TASK TO CARRY OUT. Some lines in the listing below may include the string "each". How many are there? Give only the number.

DATASET RECORDS.
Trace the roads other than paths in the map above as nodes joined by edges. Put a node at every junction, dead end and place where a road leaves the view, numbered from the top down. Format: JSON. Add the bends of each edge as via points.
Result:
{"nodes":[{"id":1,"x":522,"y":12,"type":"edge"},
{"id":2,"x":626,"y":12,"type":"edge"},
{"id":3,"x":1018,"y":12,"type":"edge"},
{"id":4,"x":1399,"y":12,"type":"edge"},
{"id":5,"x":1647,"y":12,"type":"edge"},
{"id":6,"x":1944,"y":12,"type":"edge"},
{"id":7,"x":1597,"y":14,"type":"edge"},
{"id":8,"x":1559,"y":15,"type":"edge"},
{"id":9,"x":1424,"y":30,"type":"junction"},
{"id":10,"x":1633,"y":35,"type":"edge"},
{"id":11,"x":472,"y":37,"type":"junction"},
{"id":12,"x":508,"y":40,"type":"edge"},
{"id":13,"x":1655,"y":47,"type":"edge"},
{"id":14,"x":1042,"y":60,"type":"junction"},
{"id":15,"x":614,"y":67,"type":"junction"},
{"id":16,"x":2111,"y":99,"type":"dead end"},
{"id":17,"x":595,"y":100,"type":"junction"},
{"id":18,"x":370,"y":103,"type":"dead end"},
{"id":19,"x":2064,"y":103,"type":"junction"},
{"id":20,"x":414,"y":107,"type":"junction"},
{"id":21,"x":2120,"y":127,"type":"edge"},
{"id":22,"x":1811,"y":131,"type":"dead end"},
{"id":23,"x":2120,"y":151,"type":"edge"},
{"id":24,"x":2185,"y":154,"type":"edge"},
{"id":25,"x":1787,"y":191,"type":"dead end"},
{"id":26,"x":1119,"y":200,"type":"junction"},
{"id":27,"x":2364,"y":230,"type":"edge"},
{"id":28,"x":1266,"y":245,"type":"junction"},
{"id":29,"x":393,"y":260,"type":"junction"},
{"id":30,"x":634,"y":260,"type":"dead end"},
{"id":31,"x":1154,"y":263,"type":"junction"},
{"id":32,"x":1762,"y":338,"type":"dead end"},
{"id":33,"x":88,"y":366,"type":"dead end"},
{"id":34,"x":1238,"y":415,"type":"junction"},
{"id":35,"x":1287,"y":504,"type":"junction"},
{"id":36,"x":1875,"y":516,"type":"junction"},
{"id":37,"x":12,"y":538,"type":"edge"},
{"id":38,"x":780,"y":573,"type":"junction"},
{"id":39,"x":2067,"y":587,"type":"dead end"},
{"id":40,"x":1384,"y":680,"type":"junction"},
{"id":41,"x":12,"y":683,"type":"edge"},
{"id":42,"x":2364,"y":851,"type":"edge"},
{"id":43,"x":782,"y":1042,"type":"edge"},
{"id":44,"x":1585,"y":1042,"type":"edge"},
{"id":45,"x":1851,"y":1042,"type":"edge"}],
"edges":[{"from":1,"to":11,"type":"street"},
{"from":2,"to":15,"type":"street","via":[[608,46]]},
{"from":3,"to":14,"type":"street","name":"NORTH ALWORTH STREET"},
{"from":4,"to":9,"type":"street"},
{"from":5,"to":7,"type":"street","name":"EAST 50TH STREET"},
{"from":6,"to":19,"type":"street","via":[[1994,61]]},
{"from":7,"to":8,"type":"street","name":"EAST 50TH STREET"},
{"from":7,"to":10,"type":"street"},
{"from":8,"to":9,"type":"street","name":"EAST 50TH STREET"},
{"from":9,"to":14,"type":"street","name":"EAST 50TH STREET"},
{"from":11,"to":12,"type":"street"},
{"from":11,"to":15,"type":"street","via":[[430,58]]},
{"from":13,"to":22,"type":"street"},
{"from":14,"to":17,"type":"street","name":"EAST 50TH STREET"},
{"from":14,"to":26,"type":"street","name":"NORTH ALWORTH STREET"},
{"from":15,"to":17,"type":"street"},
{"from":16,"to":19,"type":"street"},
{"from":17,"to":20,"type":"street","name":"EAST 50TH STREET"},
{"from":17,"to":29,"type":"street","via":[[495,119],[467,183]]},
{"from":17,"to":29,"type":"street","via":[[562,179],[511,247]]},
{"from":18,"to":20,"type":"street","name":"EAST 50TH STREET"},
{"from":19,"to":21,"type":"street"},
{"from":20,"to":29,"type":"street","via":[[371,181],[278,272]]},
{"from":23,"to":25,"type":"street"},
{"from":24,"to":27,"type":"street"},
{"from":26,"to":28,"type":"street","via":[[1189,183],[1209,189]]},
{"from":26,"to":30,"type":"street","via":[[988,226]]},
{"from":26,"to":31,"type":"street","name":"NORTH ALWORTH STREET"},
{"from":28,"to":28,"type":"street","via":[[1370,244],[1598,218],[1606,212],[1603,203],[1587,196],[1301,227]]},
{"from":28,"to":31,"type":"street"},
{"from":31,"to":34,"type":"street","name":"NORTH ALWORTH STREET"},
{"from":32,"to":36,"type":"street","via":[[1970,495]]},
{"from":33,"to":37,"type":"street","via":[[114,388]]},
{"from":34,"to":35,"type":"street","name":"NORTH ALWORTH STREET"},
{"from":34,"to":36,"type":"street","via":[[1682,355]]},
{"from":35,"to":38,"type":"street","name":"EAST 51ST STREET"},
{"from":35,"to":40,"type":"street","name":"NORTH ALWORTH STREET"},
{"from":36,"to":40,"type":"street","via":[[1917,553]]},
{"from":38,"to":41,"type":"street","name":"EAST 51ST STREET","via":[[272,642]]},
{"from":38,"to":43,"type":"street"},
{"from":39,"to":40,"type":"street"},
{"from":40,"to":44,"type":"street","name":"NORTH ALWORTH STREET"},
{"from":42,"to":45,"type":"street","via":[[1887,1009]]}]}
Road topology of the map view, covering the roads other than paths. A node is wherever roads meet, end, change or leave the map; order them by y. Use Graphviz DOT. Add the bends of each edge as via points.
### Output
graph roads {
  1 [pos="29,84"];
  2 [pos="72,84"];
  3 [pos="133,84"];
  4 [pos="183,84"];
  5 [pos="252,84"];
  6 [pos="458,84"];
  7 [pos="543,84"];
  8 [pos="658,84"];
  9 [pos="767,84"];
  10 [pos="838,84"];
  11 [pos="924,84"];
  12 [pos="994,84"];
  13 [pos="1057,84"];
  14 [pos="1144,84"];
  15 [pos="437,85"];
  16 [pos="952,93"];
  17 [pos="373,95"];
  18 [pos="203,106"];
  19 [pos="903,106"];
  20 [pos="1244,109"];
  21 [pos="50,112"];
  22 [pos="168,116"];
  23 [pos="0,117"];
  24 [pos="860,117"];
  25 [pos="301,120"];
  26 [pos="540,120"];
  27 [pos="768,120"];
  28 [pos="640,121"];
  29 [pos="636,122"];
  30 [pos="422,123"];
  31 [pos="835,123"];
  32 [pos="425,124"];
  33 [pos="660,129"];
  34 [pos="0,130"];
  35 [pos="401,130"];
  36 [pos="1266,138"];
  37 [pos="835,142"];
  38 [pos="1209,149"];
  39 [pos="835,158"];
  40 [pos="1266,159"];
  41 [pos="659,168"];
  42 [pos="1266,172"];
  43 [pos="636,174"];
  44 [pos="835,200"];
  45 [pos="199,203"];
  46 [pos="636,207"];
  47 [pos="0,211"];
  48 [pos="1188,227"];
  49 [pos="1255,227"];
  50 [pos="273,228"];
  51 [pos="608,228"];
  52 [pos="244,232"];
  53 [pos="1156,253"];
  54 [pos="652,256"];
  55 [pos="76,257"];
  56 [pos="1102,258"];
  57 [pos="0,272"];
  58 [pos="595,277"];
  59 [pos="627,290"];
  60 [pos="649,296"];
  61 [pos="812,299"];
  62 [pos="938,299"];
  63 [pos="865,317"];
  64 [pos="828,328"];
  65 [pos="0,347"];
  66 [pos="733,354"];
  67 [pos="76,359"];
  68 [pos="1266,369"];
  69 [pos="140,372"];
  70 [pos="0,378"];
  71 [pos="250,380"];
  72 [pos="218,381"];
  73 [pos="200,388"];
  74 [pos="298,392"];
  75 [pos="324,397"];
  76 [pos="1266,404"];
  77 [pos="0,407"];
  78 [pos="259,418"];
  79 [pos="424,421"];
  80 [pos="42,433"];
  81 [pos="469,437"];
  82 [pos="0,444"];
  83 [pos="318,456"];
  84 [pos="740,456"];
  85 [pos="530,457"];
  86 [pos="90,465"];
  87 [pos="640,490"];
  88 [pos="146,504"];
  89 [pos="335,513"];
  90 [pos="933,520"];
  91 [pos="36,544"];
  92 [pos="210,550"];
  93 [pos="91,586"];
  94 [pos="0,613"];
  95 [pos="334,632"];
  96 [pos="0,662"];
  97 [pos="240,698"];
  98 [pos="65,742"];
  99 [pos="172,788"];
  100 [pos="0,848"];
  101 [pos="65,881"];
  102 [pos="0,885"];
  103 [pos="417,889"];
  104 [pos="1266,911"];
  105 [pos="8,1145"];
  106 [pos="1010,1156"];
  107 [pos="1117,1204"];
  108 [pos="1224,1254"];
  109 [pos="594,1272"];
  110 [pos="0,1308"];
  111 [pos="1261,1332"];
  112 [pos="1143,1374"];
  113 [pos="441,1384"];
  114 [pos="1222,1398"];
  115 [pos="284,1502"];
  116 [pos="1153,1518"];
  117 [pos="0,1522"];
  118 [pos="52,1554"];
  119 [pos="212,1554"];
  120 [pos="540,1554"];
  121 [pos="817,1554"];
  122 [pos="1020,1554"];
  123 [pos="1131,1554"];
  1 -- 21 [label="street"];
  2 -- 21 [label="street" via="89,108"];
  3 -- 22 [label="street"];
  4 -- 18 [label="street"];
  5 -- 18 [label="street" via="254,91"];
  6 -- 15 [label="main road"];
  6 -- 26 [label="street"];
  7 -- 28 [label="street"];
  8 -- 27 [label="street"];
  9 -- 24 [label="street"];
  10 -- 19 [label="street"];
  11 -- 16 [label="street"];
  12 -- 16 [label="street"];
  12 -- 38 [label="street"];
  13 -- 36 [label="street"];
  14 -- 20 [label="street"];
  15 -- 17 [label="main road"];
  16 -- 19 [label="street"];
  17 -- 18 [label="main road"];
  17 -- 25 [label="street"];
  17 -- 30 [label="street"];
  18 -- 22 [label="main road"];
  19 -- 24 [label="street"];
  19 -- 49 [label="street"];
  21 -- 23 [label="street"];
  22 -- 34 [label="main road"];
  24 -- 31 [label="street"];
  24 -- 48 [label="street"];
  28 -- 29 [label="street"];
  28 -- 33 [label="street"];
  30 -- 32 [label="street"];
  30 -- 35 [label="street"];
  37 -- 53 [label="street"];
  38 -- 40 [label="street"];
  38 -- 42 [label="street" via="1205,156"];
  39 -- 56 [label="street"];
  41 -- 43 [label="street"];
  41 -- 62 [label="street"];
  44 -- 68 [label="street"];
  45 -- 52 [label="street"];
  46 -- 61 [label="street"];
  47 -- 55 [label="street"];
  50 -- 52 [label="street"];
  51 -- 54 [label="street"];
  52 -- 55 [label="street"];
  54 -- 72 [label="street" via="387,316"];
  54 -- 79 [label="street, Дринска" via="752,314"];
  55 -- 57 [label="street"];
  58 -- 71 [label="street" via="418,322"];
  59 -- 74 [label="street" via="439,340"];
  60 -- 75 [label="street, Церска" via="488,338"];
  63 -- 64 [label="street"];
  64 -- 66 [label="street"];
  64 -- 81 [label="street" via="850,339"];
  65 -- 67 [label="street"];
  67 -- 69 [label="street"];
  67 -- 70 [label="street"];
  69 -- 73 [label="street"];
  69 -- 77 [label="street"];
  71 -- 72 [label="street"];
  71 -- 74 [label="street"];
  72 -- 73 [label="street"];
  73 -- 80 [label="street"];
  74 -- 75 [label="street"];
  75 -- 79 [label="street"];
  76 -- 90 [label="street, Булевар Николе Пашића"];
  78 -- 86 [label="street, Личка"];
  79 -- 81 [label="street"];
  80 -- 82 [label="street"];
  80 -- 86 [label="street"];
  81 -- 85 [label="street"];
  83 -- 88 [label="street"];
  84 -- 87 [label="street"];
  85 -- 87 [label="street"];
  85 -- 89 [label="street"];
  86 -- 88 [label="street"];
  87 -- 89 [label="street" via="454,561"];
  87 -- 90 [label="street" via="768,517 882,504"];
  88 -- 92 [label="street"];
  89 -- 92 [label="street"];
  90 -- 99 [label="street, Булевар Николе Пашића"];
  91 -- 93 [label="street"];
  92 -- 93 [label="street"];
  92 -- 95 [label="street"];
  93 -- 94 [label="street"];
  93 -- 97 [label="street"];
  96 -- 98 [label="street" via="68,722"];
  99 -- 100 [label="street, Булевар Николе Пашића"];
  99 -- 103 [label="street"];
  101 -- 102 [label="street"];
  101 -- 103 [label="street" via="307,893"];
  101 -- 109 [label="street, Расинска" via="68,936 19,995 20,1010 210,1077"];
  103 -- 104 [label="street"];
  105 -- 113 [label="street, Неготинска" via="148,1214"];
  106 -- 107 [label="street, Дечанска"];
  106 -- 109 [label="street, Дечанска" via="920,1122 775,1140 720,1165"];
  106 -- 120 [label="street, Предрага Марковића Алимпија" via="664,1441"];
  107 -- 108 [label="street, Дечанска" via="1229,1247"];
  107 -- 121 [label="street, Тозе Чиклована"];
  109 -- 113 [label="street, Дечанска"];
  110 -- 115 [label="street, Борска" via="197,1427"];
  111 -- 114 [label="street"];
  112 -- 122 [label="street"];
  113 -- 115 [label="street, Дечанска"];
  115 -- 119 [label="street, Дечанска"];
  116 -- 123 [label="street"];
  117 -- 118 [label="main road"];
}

REPLY TO THE EXERCISE. 2